Set down the records once more, please, exactly and with the pictures left out.

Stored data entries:
-=-=-
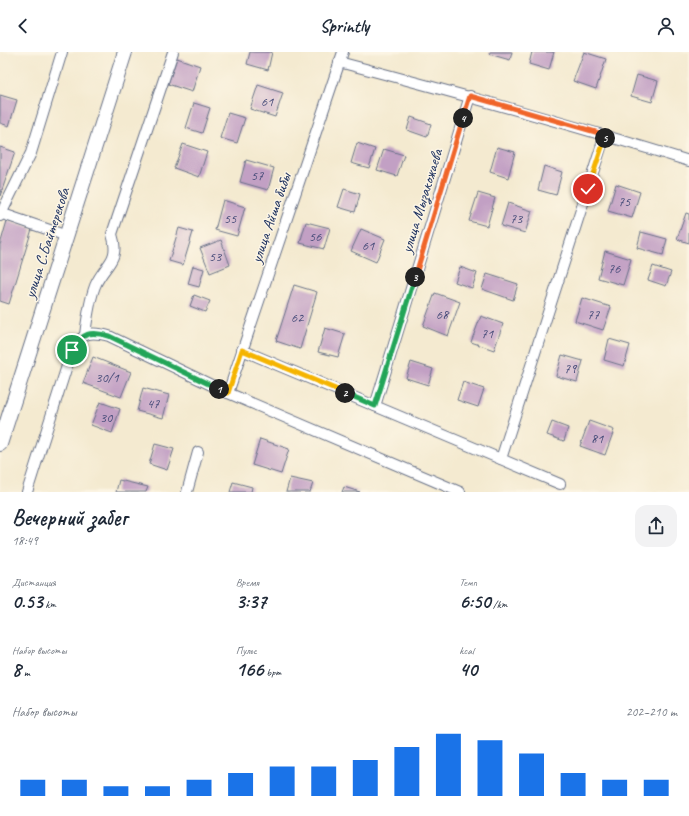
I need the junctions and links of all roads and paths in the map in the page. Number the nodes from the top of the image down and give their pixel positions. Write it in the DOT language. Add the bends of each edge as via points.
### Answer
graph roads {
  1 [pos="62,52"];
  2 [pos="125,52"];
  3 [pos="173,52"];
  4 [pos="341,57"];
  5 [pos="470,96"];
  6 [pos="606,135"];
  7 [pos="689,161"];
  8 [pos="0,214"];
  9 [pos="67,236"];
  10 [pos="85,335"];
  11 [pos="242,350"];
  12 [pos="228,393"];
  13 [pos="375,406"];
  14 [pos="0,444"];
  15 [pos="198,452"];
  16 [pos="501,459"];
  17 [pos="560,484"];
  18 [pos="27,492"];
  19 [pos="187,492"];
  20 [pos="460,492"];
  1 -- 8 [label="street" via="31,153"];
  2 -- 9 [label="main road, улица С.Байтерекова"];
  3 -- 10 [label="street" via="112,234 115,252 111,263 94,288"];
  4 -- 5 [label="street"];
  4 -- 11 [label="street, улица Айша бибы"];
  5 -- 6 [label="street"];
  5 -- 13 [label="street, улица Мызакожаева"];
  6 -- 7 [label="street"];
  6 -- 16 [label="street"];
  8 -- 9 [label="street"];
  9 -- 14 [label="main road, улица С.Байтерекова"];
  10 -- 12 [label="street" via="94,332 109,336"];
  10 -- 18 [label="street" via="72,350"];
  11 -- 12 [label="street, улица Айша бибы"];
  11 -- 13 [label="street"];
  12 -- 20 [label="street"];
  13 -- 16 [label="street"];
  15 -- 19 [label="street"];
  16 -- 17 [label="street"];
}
-=-=-
## [ANSWER SPACE]
I need the junctions and links of all roads and paths in the map in the page. Number the nodes from the top of the image down and give their pixel positions. Write it in the DOT language. Add the bends of each edge as via points.
### Answer
graph roads {
  1 [pos="62,52"];
  2 [pos="125,52"];
  3 [pos="173,52"];
  4 [pos="341,57"];
  5 [pos="470,96"];
  6 [pos="606,135"];
  7 [pos="689,161"];
  8 [pos="0,214"];
  9 [pos="67,236"];
  10 [pos="85,335"];
  11 [pos="242,350"];
  12 [pos="228,393"];
  13 [pos="375,406"];
  14 [pos="0,444"];
  15 [pos="198,452"];
  16 [pos="501,459"];
  17 [pos="560,484"];
  18 [pos="27,492"];
  19 [pos="187,492"];
  20 [pos="460,492"];
  1 -- 8 [label="street" via="31,153"];
  2 -- 9 [label="main road, улица С.Байтерекова"];
  3 -- 10 [label="street" via="112,234 115,252 111,263 94,288"];
  4 -- 5 [label="street"];
  4 -- 11 [label="street, улица Айша бибы"];
  5 -- 6 [label="street"];
  5 -- 13 [label="street, улица Мызакожаева"];
  6 -- 7 [label="street"];
  6 -- 16 [label="street"];
  8 -- 9 [label="street"];
  9 -- 14 [label="main road, улица С.Байтерекова"];
  10 -- 12 [label="street" via="94,332 109,336"];
  10 -- 18 [label="street" via="72,350"];
  11 -- 12 [label="street, улица Айша бибы"];
  11 -- 13 [label="street"];
  12 -- 20 [label="street"];
  13 -- 16 [label="street"];
  15 -- 19 [label="street"];
  16 -- 17 [label="street"];
}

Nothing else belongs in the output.